### Problem to work on
Give back every entry, copied exactly.

### Exercise inputs

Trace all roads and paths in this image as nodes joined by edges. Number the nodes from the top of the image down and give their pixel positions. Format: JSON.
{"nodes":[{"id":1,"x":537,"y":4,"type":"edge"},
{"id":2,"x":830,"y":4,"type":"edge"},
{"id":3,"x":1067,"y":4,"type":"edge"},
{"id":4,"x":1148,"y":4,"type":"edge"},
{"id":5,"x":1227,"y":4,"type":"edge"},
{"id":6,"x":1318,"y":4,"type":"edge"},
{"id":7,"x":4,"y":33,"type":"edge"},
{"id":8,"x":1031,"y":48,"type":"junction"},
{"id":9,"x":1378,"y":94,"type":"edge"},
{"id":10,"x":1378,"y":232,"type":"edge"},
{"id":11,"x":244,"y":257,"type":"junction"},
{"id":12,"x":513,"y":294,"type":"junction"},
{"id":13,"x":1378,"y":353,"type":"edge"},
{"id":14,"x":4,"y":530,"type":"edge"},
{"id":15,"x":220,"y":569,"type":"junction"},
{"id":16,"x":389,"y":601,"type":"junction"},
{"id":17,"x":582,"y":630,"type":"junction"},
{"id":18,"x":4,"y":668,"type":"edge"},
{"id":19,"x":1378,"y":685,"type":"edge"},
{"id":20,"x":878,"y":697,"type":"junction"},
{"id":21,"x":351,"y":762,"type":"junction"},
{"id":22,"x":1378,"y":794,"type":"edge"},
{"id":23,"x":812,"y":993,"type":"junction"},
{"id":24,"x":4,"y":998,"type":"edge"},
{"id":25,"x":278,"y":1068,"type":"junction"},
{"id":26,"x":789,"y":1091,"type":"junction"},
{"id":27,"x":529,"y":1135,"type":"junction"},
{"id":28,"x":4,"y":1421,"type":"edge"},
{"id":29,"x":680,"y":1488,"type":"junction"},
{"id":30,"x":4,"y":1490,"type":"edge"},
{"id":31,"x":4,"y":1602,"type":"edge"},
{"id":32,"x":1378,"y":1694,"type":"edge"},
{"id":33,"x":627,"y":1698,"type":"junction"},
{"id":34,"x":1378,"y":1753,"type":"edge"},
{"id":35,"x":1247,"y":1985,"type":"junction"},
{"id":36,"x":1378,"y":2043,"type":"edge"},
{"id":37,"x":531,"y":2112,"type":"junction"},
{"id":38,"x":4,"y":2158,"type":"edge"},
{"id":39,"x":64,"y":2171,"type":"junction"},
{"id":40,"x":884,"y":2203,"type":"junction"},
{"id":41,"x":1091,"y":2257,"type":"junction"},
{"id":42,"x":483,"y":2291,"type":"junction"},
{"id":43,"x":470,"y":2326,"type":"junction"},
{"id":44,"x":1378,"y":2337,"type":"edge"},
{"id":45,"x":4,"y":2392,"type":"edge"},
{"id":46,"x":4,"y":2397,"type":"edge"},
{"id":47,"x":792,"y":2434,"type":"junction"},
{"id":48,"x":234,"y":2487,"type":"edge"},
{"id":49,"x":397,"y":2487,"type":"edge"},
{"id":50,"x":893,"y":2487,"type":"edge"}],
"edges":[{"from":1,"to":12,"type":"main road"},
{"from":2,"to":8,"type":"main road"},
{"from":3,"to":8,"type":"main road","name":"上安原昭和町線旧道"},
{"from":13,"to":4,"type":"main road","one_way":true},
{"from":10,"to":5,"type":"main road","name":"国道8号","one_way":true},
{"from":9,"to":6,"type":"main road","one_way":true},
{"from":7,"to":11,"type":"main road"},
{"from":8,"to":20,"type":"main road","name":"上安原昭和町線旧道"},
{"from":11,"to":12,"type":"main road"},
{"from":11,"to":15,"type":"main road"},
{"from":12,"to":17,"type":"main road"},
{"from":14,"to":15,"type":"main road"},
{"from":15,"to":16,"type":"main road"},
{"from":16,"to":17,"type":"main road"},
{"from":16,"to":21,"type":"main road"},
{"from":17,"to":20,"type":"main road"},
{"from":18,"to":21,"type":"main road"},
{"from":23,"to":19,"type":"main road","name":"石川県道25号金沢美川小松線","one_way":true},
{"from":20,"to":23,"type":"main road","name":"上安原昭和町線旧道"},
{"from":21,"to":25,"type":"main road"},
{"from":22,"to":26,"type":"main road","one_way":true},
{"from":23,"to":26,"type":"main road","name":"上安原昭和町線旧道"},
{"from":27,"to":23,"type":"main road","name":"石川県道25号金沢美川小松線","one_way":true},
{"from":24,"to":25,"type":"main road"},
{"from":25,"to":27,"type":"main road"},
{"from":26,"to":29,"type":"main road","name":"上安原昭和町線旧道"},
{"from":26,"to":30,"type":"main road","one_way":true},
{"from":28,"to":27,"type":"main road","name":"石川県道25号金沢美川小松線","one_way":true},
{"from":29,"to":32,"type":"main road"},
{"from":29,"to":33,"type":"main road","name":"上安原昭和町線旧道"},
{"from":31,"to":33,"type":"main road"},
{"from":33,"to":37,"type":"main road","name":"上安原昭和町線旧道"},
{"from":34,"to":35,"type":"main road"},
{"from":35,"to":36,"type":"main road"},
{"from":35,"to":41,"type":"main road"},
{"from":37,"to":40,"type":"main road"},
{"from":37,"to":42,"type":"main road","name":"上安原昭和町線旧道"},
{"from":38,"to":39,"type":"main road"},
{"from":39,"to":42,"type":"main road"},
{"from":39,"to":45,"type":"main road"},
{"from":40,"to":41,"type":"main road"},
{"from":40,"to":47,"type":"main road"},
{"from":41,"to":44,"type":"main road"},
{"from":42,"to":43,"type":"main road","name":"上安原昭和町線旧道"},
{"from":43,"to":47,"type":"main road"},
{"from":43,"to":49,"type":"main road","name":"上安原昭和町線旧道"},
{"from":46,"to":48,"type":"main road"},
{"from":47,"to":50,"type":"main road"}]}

### Solution
Trace all roads and paths in this image as nodes joined by edges. Number the nodes from the top of the image down and give their pixel positions. Format: JSON.
{"nodes":[{"id":1,"x":537,"y":4,"type":"edge"},
{"id":2,"x":830,"y":4,"type":"edge"},
{"id":3,"x":1067,"y":4,"type":"edge"},
{"id":4,"x":1148,"y":4,"type":"edge"},
{"id":5,"x":1227,"y":4,"type":"edge"},
{"id":6,"x":1318,"y":4,"type":"edge"},
{"id":7,"x":4,"y":33,"type":"edge"},
{"id":8,"x":1031,"y":48,"type":"junction"},
{"id":9,"x":1378,"y":94,"type":"edge"},
{"id":10,"x":1378,"y":232,"type":"edge"},
{"id":11,"x":244,"y":257,"type":"junction"},
{"id":12,"x":513,"y":294,"type":"junction"},
{"id":13,"x":1378,"y":353,"type":"edge"},
{"id":14,"x":4,"y":530,"type":"edge"},
{"id":15,"x":220,"y":569,"type":"junction"},
{"id":16,"x":389,"y":601,"type":"junction"},
{"id":17,"x":582,"y":630,"type":"junction"},
{"id":18,"x":4,"y":668,"type":"edge"},
{"id":19,"x":1378,"y":685,"type":"edge"},
{"id":20,"x":878,"y":697,"type":"junction"},
{"id":21,"x":351,"y":762,"type":"junction"},
{"id":22,"x":1378,"y":794,"type":"edge"},
{"id":23,"x":812,"y":993,"type":"junction"},
{"id":24,"x":4,"y":998,"type":"edge"},
{"id":25,"x":278,"y":1068,"type":"junction"},
{"id":26,"x":789,"y":1091,"type":"junction"},
{"id":27,"x":529,"y":1135,"type":"junction"},
{"id":28,"x":4,"y":1421,"type":"edge"},
{"id":29,"x":680,"y":1488,"type":"junction"},
{"id":30,"x":4,"y":1490,"type":"edge"},
{"id":31,"x":4,"y":1602,"type":"edge"},
{"id":32,"x":1378,"y":1694,"type":"edge"},
{"id":33,"x":627,"y":1698,"type":"junction"},
{"id":34,"x":1378,"y":1753,"type":"edge"},
{"id":35,"x":1247,"y":1985,"type":"junction"},
{"id":36,"x":1378,"y":2043,"type":"edge"},
{"id":37,"x":531,"y":2112,"type":"junction"},
{"id":38,"x":4,"y":2158,"type":"edge"},
{"id":39,"x":64,"y":2171,"type":"junction"},
{"id":40,"x":884,"y":2203,"type":"junction"},
{"id":41,"x":1091,"y":2257,"type":"junction"},
{"id":42,"x":483,"y":2291,"type":"junction"},
{"id":43,"x":470,"y":2326,"type":"junction"},
{"id":44,"x":1378,"y":2337,"type":"edge"},
{"id":45,"x":4,"y":2392,"type":"edge"},
{"id":46,"x":4,"y":2397,"type":"edge"},
{"id":47,"x":792,"y":2434,"type":"junction"},
{"id":48,"x":234,"y":2487,"type":"edge"},
{"id":49,"x":397,"y":2487,"type":"edge"},
{"id":50,"x":893,"y":2487,"type":"edge"}],
"edges":[{"from":1,"to":12,"type":"main road"},
{"from":2,"to":8,"type":"main road"},
{"from":3,"to":8,"type":"main road","name":"上安原昭和町線旧道"},
{"from":13,"to":4,"type":"main road","one_way":true},
{"from":10,"to":5,"type":"main road","name":"国道8号","one_way":true},
{"from":9,"to":6,"type":"main road","one_way":true},
{"from":7,"to":11,"type":"main road"},
{"from":8,"to":20,"type":"main road","name":"上安原昭和町線旧道"},
{"from":11,"to":12,"type":"main road"},
{"from":11,"to":15,"type":"main road"},
{"from":12,"to":17,"type":"main road"},
{"from":14,"to":15,"type":"main road"},
{"from":15,"to":16,"type":"main road"},
{"from":16,"to":17,"type":"main road"},
{"from":16,"to":21,"type":"main road"},
{"from":17,"to":20,"type":"main road"},
{"from":18,"to":21,"type":"main road"},
{"from":23,"to":19,"type":"main road","name":"石川県道25号金沢美川小松線","one_way":true},
{"from":20,"to":23,"type":"main road","name":"上安原昭和町線旧道"},
{"from":21,"to":25,"type":"main road"},
{"from":22,"to":26,"type":"main road","one_way":true},
{"from":23,"to":26,"type":"main road","name":"上安原昭和町線旧道"},
{"from":27,"to":23,"type":"main road","name":"石川県道25号金沢美川小松線","one_way":true},
{"from":24,"to":25,"type":"main road"},
{"from":25,"to":27,"type":"main road"},
{"from":26,"to":29,"type":"main road","name":"上安原昭和町線旧道"},
{"from":26,"to":30,"type":"main road","one_way":true},
{"from":28,"to":27,"type":"main road","name":"石川県道25号金沢美川小松線","one_way":true},
{"from":29,"to":32,"type":"main road"},
{"from":29,"to":33,"type":"main road","name":"上安原昭和町線旧道"},
{"from":31,"to":33,"type":"main road"},
{"from":33,"to":37,"type":"main road","name":"上安原昭和町線旧道"},
{"from":34,"to":35,"type":"main road"},
{"from":35,"to":36,"type":"main road"},
{"from":35,"to":41,"type":"main road"},
{"from":37,"to":40,"type":"main road"},
{"from":37,"to":42,"type":"main road","name":"上安原昭和町線旧道"},
{"from":38,"to":39,"type":"main road"},
{"from":39,"to":42,"type":"main road"},
{"from":39,"to":45,"type":"main road"},
{"from":40,"to":41,"type":"main road"},
{"from":40,"to":47,"type":"main road"},
{"from":41,"to":44,"type":"main road"},
{"from":42,"to":43,"type":"main road","name":"上安原昭和町線旧道"},
{"from":43,"to":47,"type":"main road"},
{"from":43,"to":49,"type":"main road","name":"上安原昭和町線旧道"},
{"from":46,"to":48,"type":"main road"},
{"from":47,"to":50,"type":"main road"}]}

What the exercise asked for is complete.